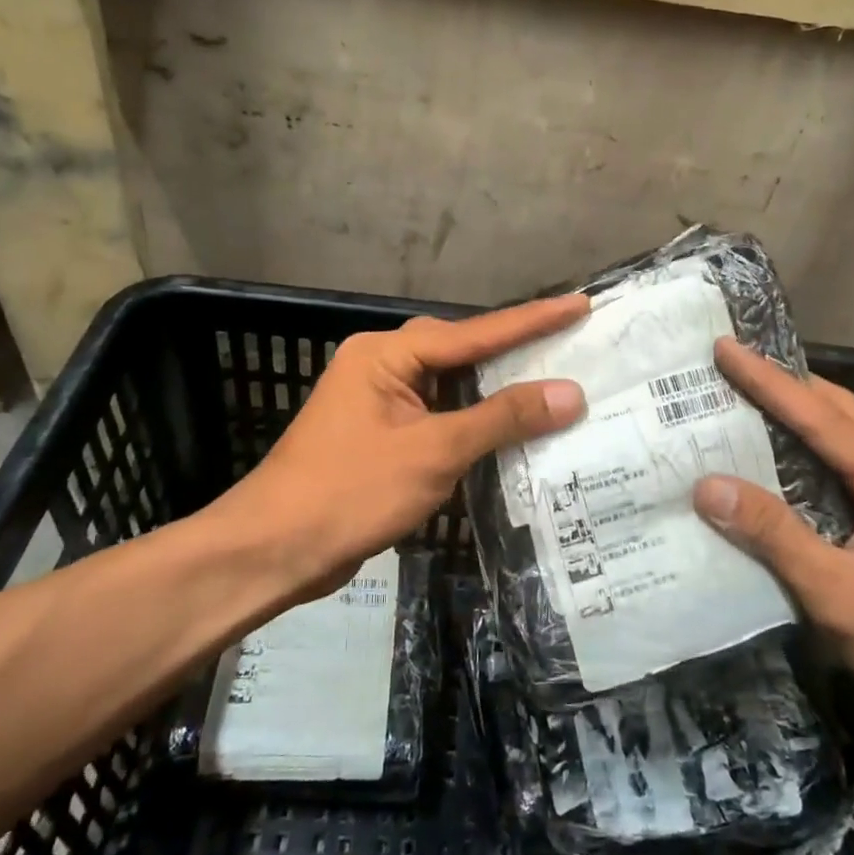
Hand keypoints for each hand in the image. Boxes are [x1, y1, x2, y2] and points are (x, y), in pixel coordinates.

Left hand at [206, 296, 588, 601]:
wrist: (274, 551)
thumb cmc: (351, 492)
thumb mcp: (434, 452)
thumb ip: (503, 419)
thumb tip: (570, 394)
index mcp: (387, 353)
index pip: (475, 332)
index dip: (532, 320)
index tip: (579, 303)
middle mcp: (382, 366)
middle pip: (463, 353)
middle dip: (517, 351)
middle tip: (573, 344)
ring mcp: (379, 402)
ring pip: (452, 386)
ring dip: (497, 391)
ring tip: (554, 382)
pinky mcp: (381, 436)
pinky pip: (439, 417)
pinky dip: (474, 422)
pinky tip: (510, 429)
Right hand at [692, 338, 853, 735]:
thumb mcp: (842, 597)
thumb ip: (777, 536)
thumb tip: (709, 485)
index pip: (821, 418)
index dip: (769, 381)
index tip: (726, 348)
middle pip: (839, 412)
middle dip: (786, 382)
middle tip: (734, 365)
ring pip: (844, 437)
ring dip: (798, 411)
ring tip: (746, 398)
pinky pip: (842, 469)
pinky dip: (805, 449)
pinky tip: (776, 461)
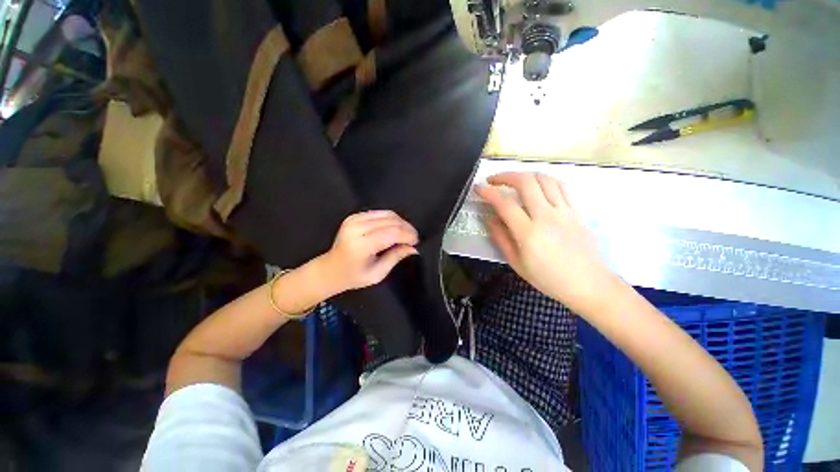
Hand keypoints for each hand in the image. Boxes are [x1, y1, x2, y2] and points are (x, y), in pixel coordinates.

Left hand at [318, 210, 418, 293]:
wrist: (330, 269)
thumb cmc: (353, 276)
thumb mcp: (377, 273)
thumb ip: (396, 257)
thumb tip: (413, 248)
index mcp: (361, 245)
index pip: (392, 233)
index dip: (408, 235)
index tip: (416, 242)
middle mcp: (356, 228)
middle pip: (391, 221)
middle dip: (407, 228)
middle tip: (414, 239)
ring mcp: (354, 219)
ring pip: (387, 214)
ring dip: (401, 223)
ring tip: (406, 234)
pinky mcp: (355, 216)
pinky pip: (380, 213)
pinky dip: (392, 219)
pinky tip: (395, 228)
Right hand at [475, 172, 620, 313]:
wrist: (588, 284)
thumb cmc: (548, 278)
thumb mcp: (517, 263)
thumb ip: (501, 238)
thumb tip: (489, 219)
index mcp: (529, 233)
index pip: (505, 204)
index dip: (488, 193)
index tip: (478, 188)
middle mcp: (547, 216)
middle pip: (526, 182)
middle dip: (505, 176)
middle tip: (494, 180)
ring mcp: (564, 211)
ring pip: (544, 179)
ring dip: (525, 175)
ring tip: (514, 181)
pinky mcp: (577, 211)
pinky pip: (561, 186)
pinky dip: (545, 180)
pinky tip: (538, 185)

▬▬▬▬▬▬

Return all of the data exactly as written, and drop the pictures.

**Solution below**
Hand keypoints for each hand in the image. Boxes are [x1, y1, x2, y2] and points are (x, y), in pixel coordinates.

Left hand at [206, 296, 588, 601]:
wrist: (274, 551)
thumb cmc: (351, 492)
thumb mcp: (434, 452)
thumb ip: (503, 419)
thumb tip: (570, 394)
index mcp: (387, 353)
index pip: (475, 332)
index dip: (532, 320)
index tip: (579, 303)
middle mcp: (382, 366)
middle pip: (463, 353)
middle dip: (517, 351)
middle tip: (573, 344)
ring mcp: (379, 402)
ring pip: (452, 386)
ring dip: (497, 391)
ring tip: (554, 382)
pinky mcp: (381, 436)
pinky pip: (439, 417)
pinky dip: (474, 422)
pinky tip: (510, 429)
Right hand at [692, 338, 853, 735]:
thumb mcp: (842, 597)
thumb ip: (777, 536)
thumb tip: (709, 485)
index pip: (821, 418)
index dip: (769, 381)
index tip: (726, 348)
middle pip: (839, 412)
middle dip: (786, 382)
middle tip: (734, 365)
ring pip: (844, 437)
ring dip: (798, 411)
ring tip: (746, 398)
pinky pip: (842, 469)
pinky dip: (805, 449)
pinky tip: (776, 461)
Hand keypoints for each hand in the image. Boxes are [x1, y1, x2, y2] and points are (x, y), in pixel coordinates.

Left hand at [318, 210, 418, 293]:
wrist: (330, 269)
thumb cmc: (353, 276)
thumb mcp: (377, 273)
thumb ip: (396, 257)
thumb tip: (413, 248)
index mcp: (361, 245)
index pip: (392, 233)
index dip: (408, 235)
index tip: (416, 242)
middle mcp: (356, 228)
middle pip: (391, 221)
middle dip: (407, 228)
middle tip: (414, 239)
ring mcp: (354, 219)
ring pip: (387, 214)
ring dip: (401, 223)
ring tip: (406, 234)
pinky mcp: (355, 216)
pinky pip: (380, 213)
pinky dip: (392, 219)
pinky tip: (395, 228)
Right hand at [475, 172, 620, 313]:
wrist: (588, 284)
thumb cmc: (548, 278)
thumb mcp: (517, 263)
thumb ip: (501, 238)
thumb tip: (489, 219)
index mcp: (529, 233)
index pip: (505, 204)
index dip: (488, 193)
index tip: (478, 188)
middle mcp: (547, 216)
middle pip: (526, 182)
middle dip: (505, 176)
middle tip: (494, 180)
ring mcp: (564, 211)
ring pip: (544, 179)
ring dip: (525, 175)
ring tip: (514, 181)
pinky mcp: (577, 211)
pinky pip: (561, 186)
pinky dip: (545, 180)
pinky tip: (538, 185)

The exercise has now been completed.